* [WORK ORDER] All lines in the entries below that hold "Magsaysay" make up the answer.

━━━━━ DATA EXCERPTS ━━━━━

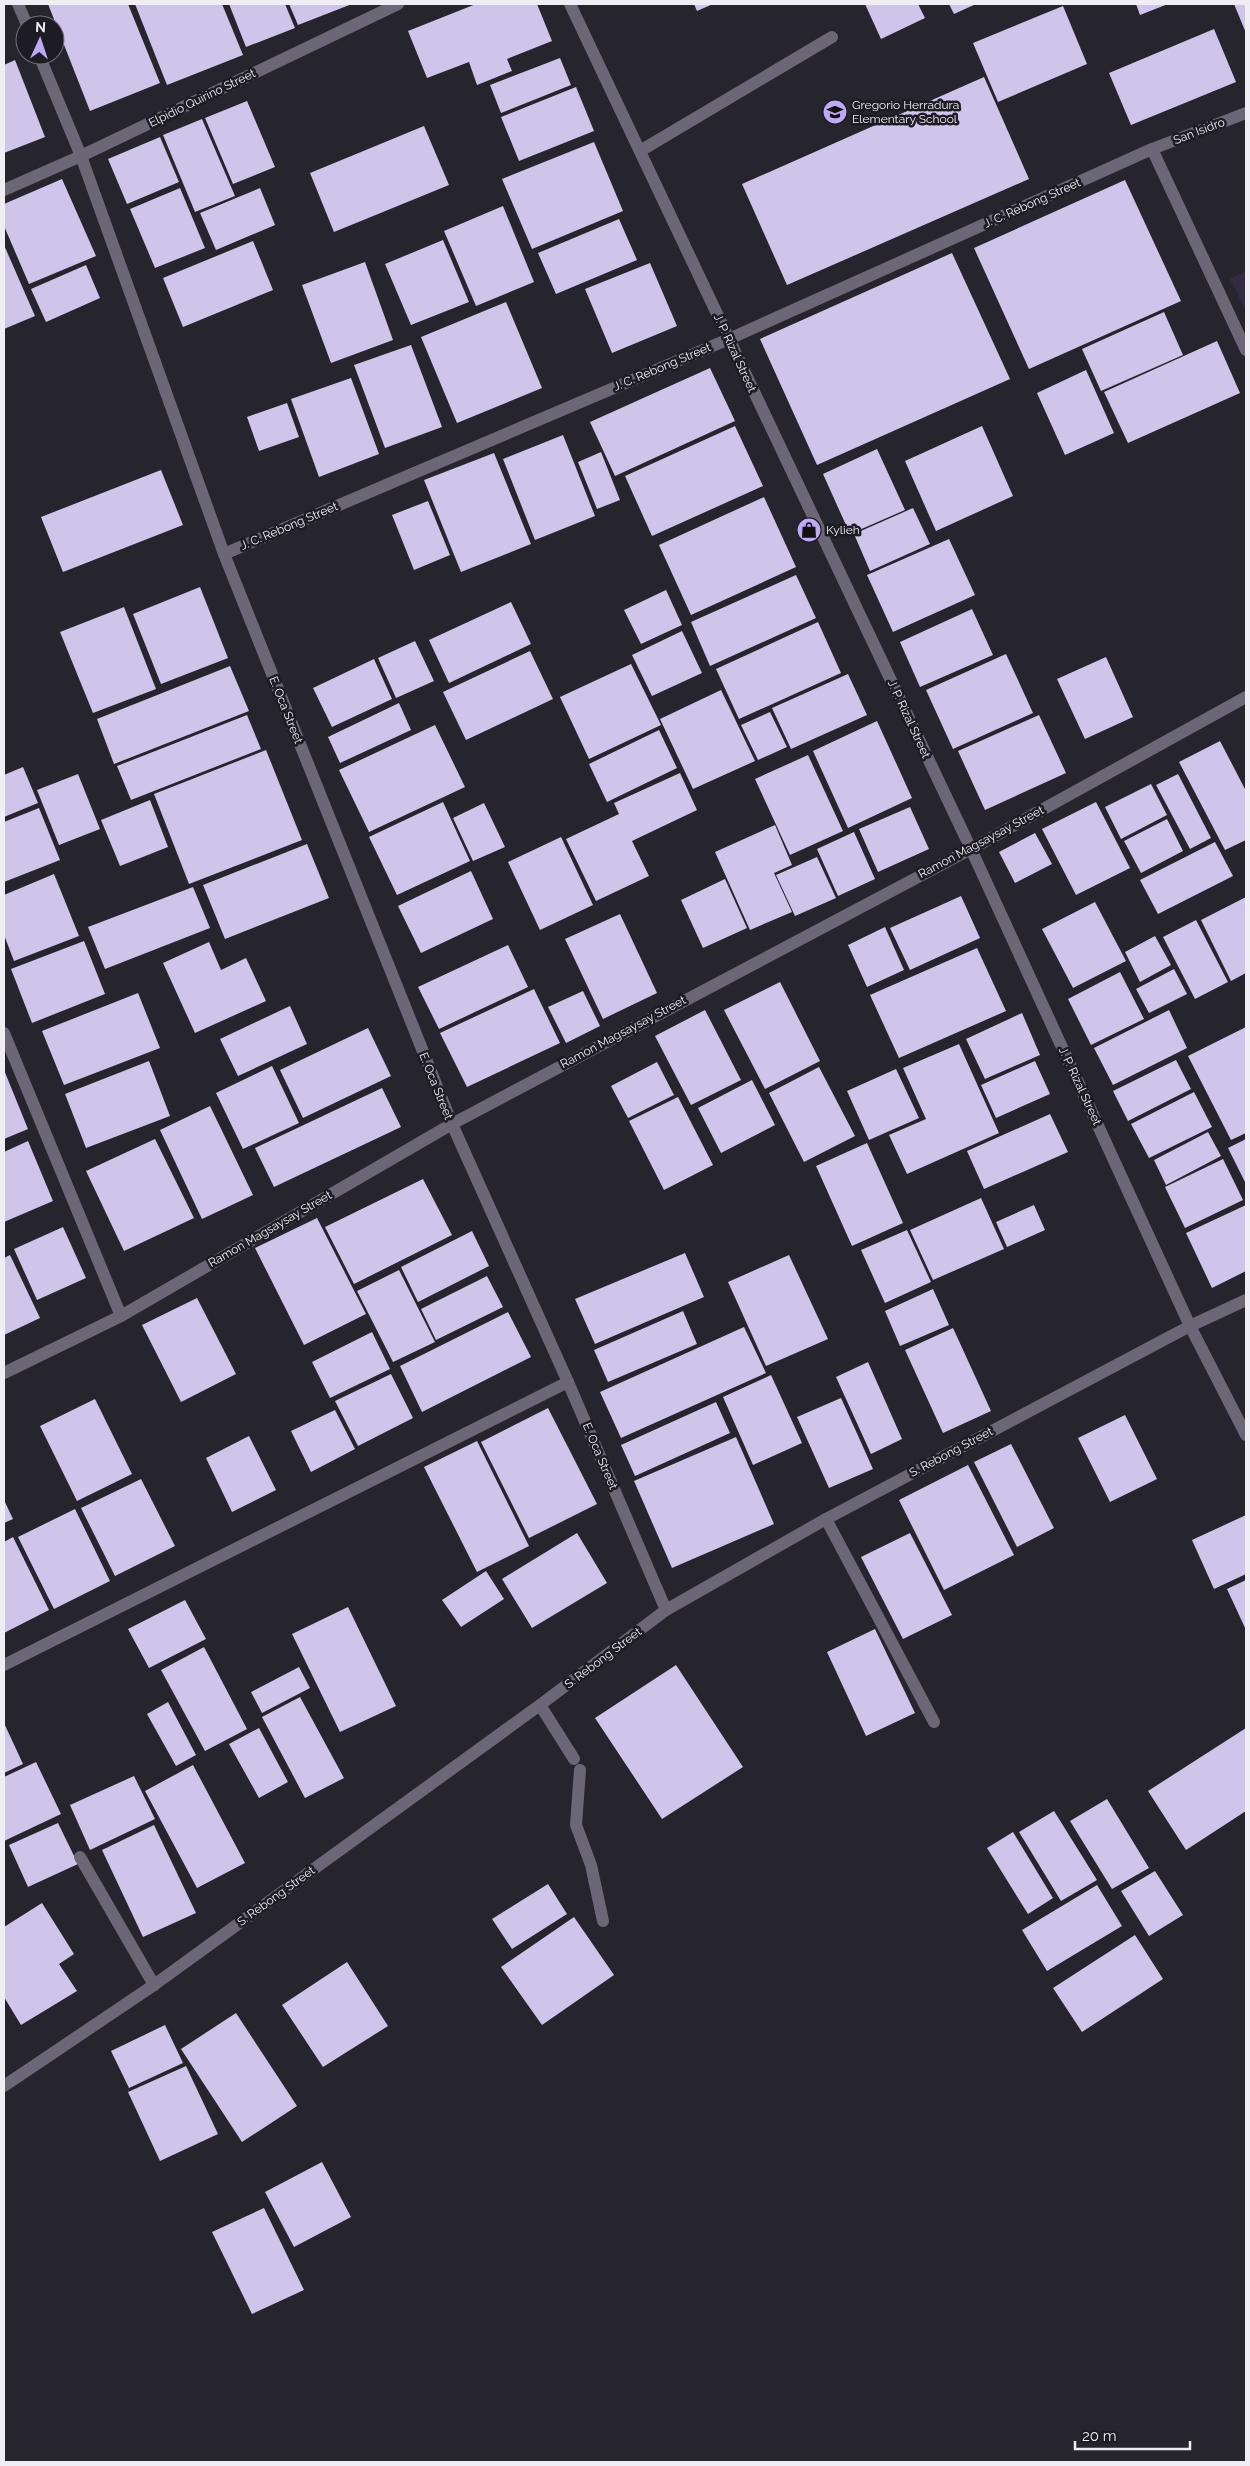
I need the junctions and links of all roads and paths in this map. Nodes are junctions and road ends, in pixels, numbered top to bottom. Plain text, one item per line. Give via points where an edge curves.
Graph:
1 (398, 4) edge
2 (570, 4) edge
3 (832, 37) dead end
4 (43, 65) edge
5 (1246, 113) edge
6 (1152, 149) junction
7 (640, 151) junction
8 (81, 156) junction
9 (4, 190) edge
10 (729, 339) junction
11 (1246, 350) edge
12 (224, 554) junction
13 (1246, 697) edge
14 (971, 849) junction
15 (4, 1033) edge
16 (452, 1124) junction
17 (1246, 1300) edge
18 (121, 1316) junction
19 (1190, 1326) junction
20 (4, 1373) edge
21 (568, 1382) junction
22 (1246, 1435) edge
23 (826, 1519) junction
24 (666, 1610) junction
25 (4, 1665) edge
26 (540, 1705) junction
27 (934, 1722) dead end
28 (80, 1858) dead end
29 (603, 1920) dead end
30 (154, 1985) junction
31 (4, 2084) edge

1 - 8 street, Elpidio Quirino Street
2 - 7 street, J. P. Rizal Street
3 - 7 street
4 - 8 street, E. Oca Street
5 - 6 street, San Isidro
6 - 10 street, J. C. Rebong Street
6 - 11 street
7 - 10 street, J. P. Rizal Street
8 - 9 street, Elpidio Quirino Street
8 - 12 street, E. Oca Street
10 - 12 street, J. C. Rebong Street
10 - 14 street, J. P. Rizal Street
12 - 16 street, E. Oca Street
13 - 14 street, Ramon Magsaysay Street
14 - 16 street, Ramon Magsaysay Street
14 - 19 street, J. P. Rizal Street
15 - 18 street
16 - 18 street, Ramon Magsaysay Street
16 - 21 street, E. Oca Street
17 - 19 street, S. Rebong Street
18 - 20 street, Ramon Magsaysay Street
19 - 22 street, J. P. Rizal Street
19 - 23 street, S. Rebong Street
21 - 24 street, E. Oca Street
21 - 25 street
23 - 24 street, S. Rebong Street
23 - 27 street
24 - 26 street, S. Rebong Street
26 - 29 street via 577,1765 576,1825 591,1864
26 - 30 street, S. Rebong Street
28 - 30 street
30 - 31 street, S. Rebong Street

━━━━━

* [WORKED SOLUTION]
13 - 14 street, Ramon Magsaysay Street
14 - 16 street, Ramon Magsaysay Street
16 - 18 street, Ramon Magsaysay Street
18 - 20 street, Ramon Magsaysay Street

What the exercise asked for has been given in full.